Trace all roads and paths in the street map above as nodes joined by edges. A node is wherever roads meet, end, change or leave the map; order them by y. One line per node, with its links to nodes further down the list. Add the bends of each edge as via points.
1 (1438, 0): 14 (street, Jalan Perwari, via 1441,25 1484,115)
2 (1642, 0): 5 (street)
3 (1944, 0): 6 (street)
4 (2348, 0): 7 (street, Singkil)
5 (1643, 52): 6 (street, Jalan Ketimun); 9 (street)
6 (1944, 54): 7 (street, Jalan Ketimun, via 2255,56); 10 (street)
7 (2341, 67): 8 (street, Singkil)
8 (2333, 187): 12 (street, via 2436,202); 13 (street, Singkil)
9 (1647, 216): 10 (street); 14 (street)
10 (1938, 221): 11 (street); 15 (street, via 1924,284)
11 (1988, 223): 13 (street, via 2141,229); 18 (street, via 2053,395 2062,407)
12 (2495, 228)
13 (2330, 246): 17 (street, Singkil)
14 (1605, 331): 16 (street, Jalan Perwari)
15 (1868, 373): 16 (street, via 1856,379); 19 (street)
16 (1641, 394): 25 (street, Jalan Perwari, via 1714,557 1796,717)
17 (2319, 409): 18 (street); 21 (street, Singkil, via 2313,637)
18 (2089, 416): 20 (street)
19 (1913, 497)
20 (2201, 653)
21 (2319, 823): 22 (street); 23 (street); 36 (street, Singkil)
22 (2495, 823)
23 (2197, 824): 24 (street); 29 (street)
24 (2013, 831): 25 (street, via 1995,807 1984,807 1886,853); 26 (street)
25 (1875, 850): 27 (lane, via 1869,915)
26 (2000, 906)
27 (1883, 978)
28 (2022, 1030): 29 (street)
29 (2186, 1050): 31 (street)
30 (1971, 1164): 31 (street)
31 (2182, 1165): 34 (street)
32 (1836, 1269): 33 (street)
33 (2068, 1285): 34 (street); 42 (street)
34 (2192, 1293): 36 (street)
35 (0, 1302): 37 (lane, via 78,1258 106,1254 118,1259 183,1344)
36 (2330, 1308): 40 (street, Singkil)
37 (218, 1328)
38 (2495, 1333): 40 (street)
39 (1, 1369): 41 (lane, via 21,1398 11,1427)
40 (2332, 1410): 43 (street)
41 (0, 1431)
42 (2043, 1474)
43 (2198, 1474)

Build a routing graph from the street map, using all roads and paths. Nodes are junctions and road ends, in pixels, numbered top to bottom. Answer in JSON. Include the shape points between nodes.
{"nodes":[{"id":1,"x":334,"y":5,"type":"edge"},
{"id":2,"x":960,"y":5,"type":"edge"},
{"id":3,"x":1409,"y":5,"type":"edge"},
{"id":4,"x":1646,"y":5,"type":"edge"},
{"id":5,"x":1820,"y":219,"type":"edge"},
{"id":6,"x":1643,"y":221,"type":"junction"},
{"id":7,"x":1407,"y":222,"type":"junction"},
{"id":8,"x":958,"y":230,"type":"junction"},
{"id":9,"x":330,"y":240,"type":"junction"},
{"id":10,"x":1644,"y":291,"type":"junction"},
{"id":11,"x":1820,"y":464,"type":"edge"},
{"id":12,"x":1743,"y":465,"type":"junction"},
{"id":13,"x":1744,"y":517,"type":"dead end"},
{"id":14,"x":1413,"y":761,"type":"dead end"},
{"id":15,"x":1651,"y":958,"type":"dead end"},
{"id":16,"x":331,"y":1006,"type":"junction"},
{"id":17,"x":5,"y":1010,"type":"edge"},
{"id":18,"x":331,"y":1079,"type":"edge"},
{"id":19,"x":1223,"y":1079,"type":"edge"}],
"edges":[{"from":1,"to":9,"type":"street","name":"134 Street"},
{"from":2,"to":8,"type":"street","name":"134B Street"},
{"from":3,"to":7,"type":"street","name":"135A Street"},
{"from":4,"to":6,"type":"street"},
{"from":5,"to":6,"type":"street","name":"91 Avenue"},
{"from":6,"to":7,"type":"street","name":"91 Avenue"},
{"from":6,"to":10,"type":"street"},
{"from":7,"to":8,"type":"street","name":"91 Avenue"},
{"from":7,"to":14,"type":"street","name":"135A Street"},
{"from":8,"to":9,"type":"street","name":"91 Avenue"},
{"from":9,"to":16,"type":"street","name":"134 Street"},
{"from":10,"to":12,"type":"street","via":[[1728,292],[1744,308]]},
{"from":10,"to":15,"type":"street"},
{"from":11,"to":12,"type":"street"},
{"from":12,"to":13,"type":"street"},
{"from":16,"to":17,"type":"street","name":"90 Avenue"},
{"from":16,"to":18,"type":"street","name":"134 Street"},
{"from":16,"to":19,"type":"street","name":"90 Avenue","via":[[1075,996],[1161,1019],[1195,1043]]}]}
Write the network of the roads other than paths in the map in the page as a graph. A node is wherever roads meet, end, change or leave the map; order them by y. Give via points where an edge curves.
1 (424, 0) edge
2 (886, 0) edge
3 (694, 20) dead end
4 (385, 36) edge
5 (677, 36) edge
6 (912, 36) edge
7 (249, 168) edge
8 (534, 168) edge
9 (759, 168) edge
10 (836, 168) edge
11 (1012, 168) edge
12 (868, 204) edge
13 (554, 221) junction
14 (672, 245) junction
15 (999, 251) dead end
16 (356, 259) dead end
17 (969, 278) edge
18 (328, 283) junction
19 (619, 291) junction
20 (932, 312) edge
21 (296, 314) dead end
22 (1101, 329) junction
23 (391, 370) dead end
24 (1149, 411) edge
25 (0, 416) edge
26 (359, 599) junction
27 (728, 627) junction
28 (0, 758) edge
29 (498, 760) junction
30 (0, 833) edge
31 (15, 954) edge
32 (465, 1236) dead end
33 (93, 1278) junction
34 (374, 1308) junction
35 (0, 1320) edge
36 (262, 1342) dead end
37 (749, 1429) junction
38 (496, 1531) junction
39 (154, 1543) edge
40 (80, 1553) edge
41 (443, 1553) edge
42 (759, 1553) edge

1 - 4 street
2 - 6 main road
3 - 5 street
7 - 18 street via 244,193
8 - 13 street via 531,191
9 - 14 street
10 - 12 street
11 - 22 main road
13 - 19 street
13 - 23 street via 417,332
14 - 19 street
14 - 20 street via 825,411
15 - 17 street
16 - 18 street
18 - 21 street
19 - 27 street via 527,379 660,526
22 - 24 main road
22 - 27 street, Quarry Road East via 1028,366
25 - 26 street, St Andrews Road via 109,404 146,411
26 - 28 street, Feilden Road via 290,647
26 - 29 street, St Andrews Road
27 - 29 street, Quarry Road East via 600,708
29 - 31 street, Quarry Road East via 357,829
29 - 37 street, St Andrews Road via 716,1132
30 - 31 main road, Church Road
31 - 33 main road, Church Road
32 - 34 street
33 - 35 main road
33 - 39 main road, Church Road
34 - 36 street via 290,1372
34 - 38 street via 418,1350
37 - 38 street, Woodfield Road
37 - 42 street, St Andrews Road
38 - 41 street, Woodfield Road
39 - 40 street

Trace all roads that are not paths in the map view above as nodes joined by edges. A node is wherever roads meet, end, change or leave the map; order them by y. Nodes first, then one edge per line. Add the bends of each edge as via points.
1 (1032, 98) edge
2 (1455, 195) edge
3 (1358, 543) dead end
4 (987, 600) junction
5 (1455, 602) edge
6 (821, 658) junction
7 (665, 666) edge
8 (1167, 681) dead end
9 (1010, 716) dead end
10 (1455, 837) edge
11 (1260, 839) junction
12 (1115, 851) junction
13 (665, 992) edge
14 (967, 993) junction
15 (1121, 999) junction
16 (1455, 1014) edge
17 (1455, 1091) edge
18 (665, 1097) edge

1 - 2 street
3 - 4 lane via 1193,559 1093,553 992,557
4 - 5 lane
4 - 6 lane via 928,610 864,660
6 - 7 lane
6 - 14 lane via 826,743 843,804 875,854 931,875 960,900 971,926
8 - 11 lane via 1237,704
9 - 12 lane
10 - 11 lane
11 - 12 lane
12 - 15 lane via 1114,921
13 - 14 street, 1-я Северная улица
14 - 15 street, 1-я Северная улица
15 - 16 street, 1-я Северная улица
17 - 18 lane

══════

(Task objective)
The word "paths" appears in some lines of the records. Please work out how many and reply with that number only.

(Response to this exercise)
4